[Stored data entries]
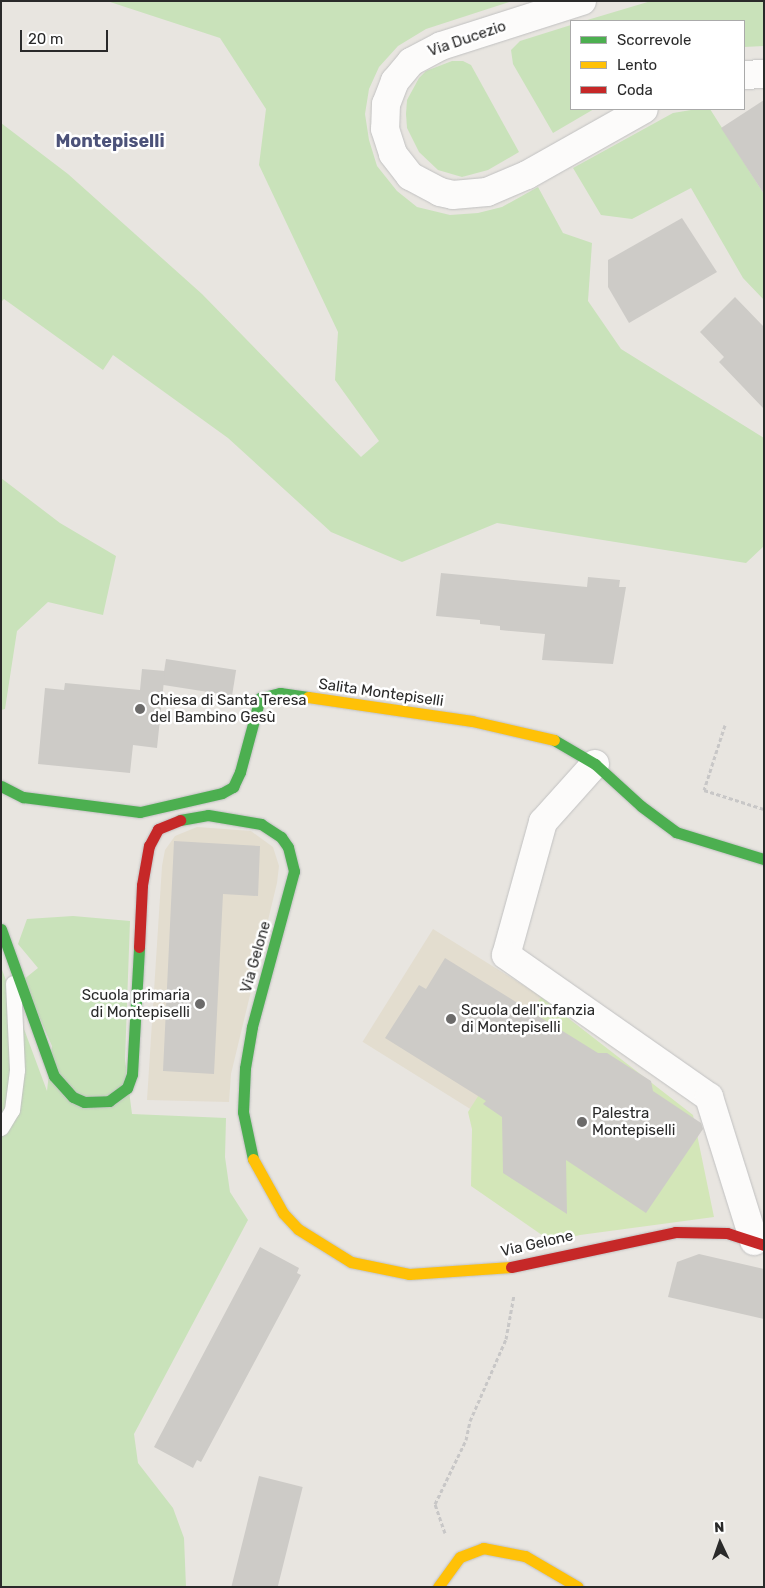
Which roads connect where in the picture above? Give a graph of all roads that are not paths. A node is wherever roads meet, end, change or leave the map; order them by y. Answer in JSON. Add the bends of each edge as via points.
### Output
{"nodes":[{"id":1,"x":582,"y":1,"type":"edge"},
{"id":2,"x":764,"y":74,"type":"edge"},
{"id":3,"x":745,"y":75,"type":"edge"},
{"id":4,"x":642,"y":110,"type":"edge"},
{"id":5,"x":595,"y":764,"type":"junction"},
{"id":6,"x":1,"y":786,"type":"edge"},
{"id":7,"x":166,"y":816,"type":"junction"},
{"id":8,"x":764,"y":859,"type":"edge"},
{"id":9,"x":1,"y":929,"type":"edge"},
{"id":10,"x":12,"y":962,"type":"junction"},
{"id":11,"x":1,"y":1128,"type":"edge"},
{"id":12,"x":759,"y":1243,"type":"edge"},
{"id":13,"x":438,"y":1587,"type":"edge"},
{"id":14,"x":578,"y":1587,"type":"edge"}],
"edges":[{"from":1,"to":4,"type":"street","name":"Via Ducezio","via":[[441,46],[411,62],[395,81],[386,104],[385,129],[393,154],[410,176],[440,192],[453,195],[487,192],[527,175]]},
{"from":2,"to":3,"type":"street"},
{"from":5,"to":7,"type":"street","name":"Salita Montepiselli","via":[[562,742],[521,731],[472,721],[270,694],[260,698],[255,707],[240,772],[233,787]]},
{"from":5,"to":8,"type":"street","name":"Salita Montepiselli","via":[[641,806],[676,832]]},
{"from":5,"to":12,"type":"street","via":[[543,822],[506,955],[709,1097]]},
{"from":6,"to":7,"type":"street","name":"Salita Montepiselli","via":[[23,797]]},
{"from":7,"to":10,"type":"street","via":[[145,862],[135,1055],[127,1088],[109,1101],[98,1103],[73,1097],[63,1088],[47,1061]]},
{"from":7,"to":12,"type":"street","name":"Via Gelone","via":[[208,815],[262,824],[281,837],[292,858],[291,886],[252,1027],[243,1093],[251,1154],[259,1174],[298,1229],[334,1253],[388,1272],[428,1275],[504,1268],[675,1232],[713,1231]]},
{"from":9,"to":10,"type":"street"},
{"from":10,"to":11,"type":"lane","via":[[17,1070],[12,1110]]},
{"from":13,"to":14,"type":"street","via":[[460,1557],[483,1548],[525,1556]]}]}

## ASSIGNMENT
Restate each entry word for word; pictures stay out of the copy.

## SOLUTION TO THE PROBLEM
Which roads connect where in the picture above? Give a graph of all roads that are not paths. A node is wherever roads meet, end, change or leave the map; order them by y. Answer in JSON. Add the bends of each edge as via points.
### Output
{"nodes":[{"id":1,"x":582,"y":1,"type":"edge"},
{"id":2,"x":764,"y":74,"type":"edge"},
{"id":3,"x":745,"y":75,"type":"edge"},
{"id":4,"x":642,"y":110,"type":"edge"},
{"id":5,"x":595,"y":764,"type":"junction"},
{"id":6,"x":1,"y":786,"type":"edge"},
{"id":7,"x":166,"y":816,"type":"junction"},
{"id":8,"x":764,"y":859,"type":"edge"},
{"id":9,"x":1,"y":929,"type":"edge"},
{"id":10,"x":12,"y":962,"type":"junction"},
{"id":11,"x":1,"y":1128,"type":"edge"},
{"id":12,"x":759,"y":1243,"type":"edge"},
{"id":13,"x":438,"y":1587,"type":"edge"},
{"id":14,"x":578,"y":1587,"type":"edge"}],
"edges":[{"from":1,"to":4,"type":"street","name":"Via Ducezio","via":[[441,46],[411,62],[395,81],[386,104],[385,129],[393,154],[410,176],[440,192],[453,195],[487,192],[527,175]]},
{"from":2,"to":3,"type":"street"},
{"from":5,"to":7,"type":"street","name":"Salita Montepiselli","via":[[562,742],[521,731],[472,721],[270,694],[260,698],[255,707],[240,772],[233,787]]},
{"from":5,"to":8,"type":"street","name":"Salita Montepiselli","via":[[641,806],[676,832]]},
{"from":5,"to":12,"type":"street","via":[[543,822],[506,955],[709,1097]]},
{"from":6,"to":7,"type":"street","name":"Salita Montepiselli","via":[[23,797]]},
{"from":7,"to":10,"type":"street","via":[[145,862],[135,1055],[127,1088],[109,1101],[98,1103],[73,1097],[63,1088],[47,1061]]},
{"from":7,"to":12,"type":"street","name":"Via Gelone","via":[[208,815],[262,824],[281,837],[292,858],[291,886],[252,1027],[243,1093],[251,1154],[259,1174],[298,1229],[334,1253],[388,1272],[428,1275],[504,1268],[675,1232],[713,1231]]},
{"from":9,"to":10,"type":"street"},
{"from":10,"to":11,"type":"lane","via":[[17,1070],[12,1110]]},
{"from":13,"to":14,"type":"street","via":[[460,1557],[483,1548],[525,1556]]}]}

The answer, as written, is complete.